[Haskell-cafe] Yet another binary reader (10x faster than Hackage's binary; )

Tue Mar 19 21:58:07 UTC 2019

I was investigating Haskell’s binary serialization libraries and has found
that lot of them (binary, cereal and protocol-buffers) has pretty similar
design. They capable to consume lazy bytestrings and either produce result,
report error or produce partial result, indicating that more input data
required. Such design leads to quite complex readers, and often ends up
with producing closures in runtime. If you take a close look at binary’s
microbenches (binary in general bit faster than cereal, so I focused on
binary) you will discover, that it triggers GC even during simple tasks,
such as reading a bunch of Word64 and summing results. And it relatively
slow.
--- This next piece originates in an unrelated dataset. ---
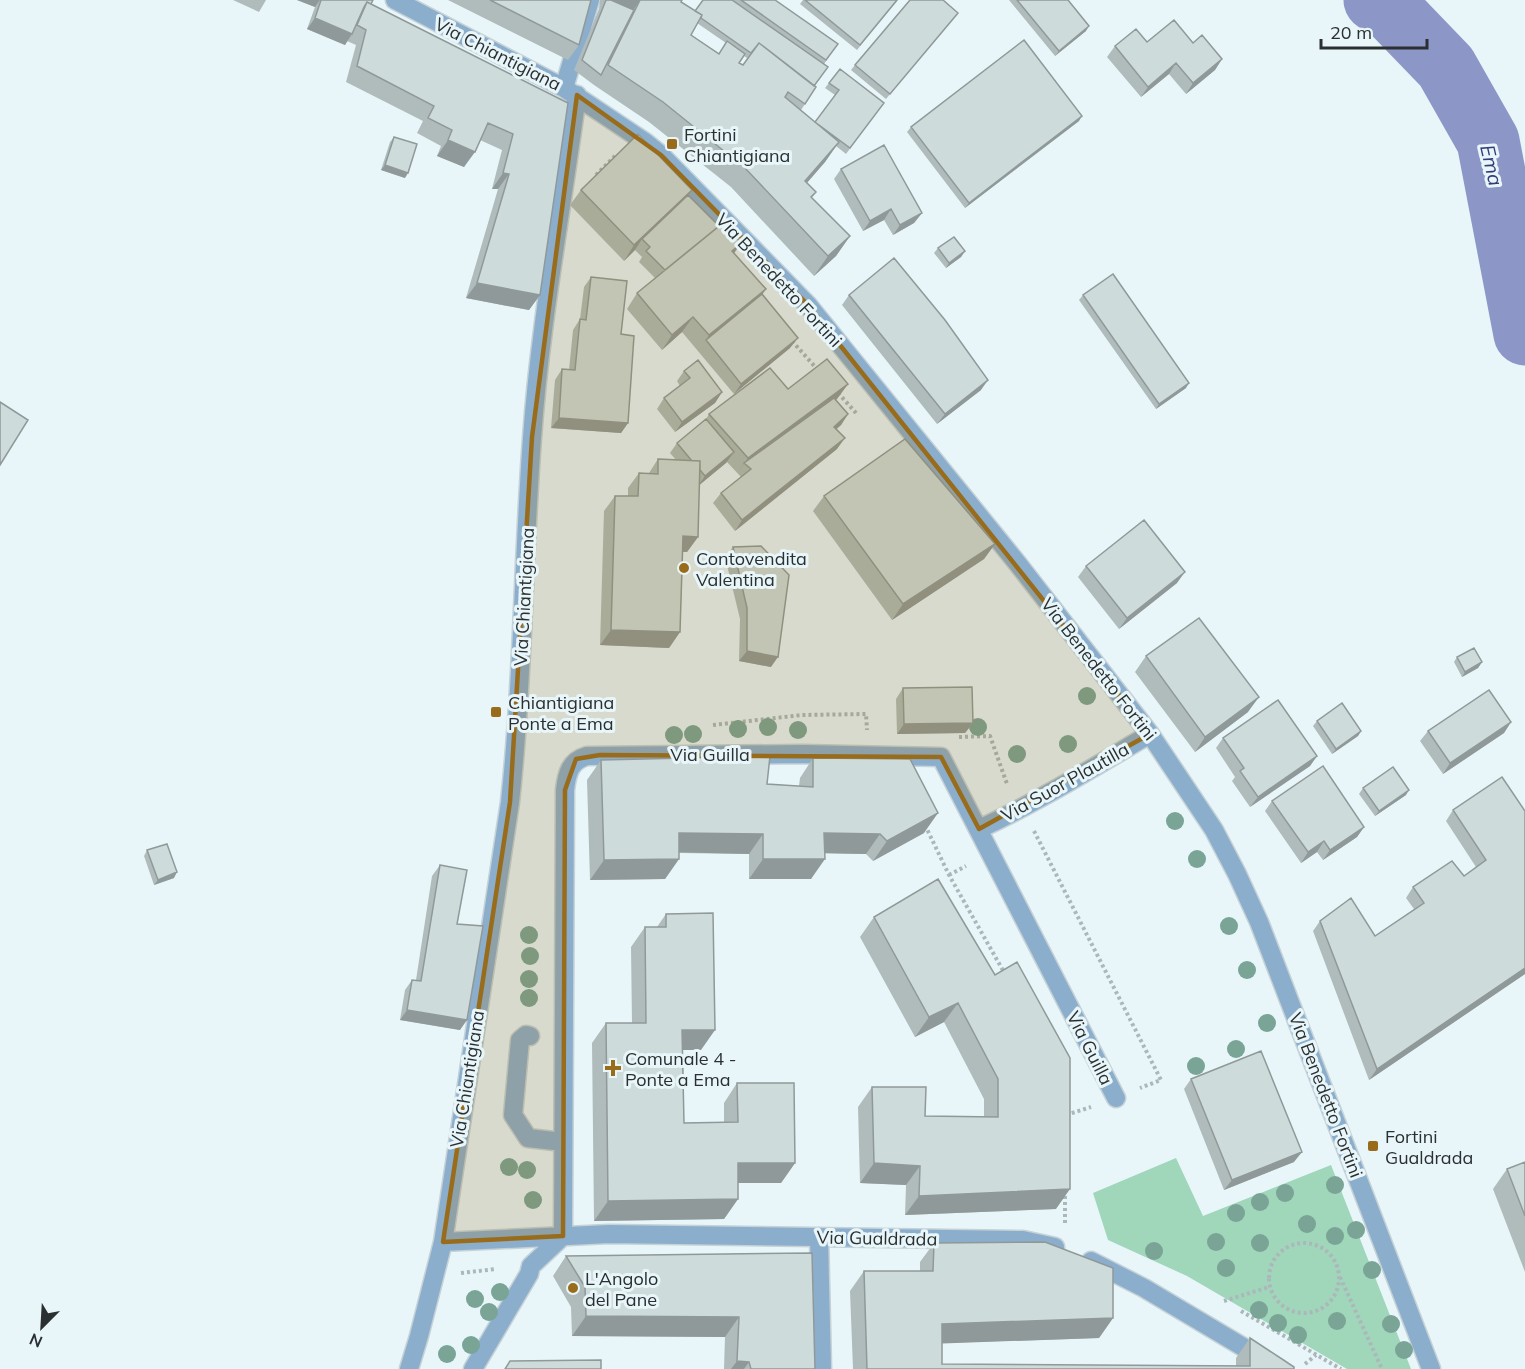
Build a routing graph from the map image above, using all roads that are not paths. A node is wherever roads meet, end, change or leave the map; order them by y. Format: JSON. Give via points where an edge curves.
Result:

Binary’s performance limited to hundreds of megabytes per second even
in simple scenarios, but actual memory bandwidth should allow us process
gigabytes per second. So, I decided to try a different approach.

My approach is based on two assumptions so if it does not suit your case it
obliviously will not work for you.

First – when dealing with binary data we always know exactly how many bytes
we want to read. This happens because we either read a fixed size primitive
type or length-prefixed variable size data (possibly not “prefixed”, but
you always know expected message length from somewhere).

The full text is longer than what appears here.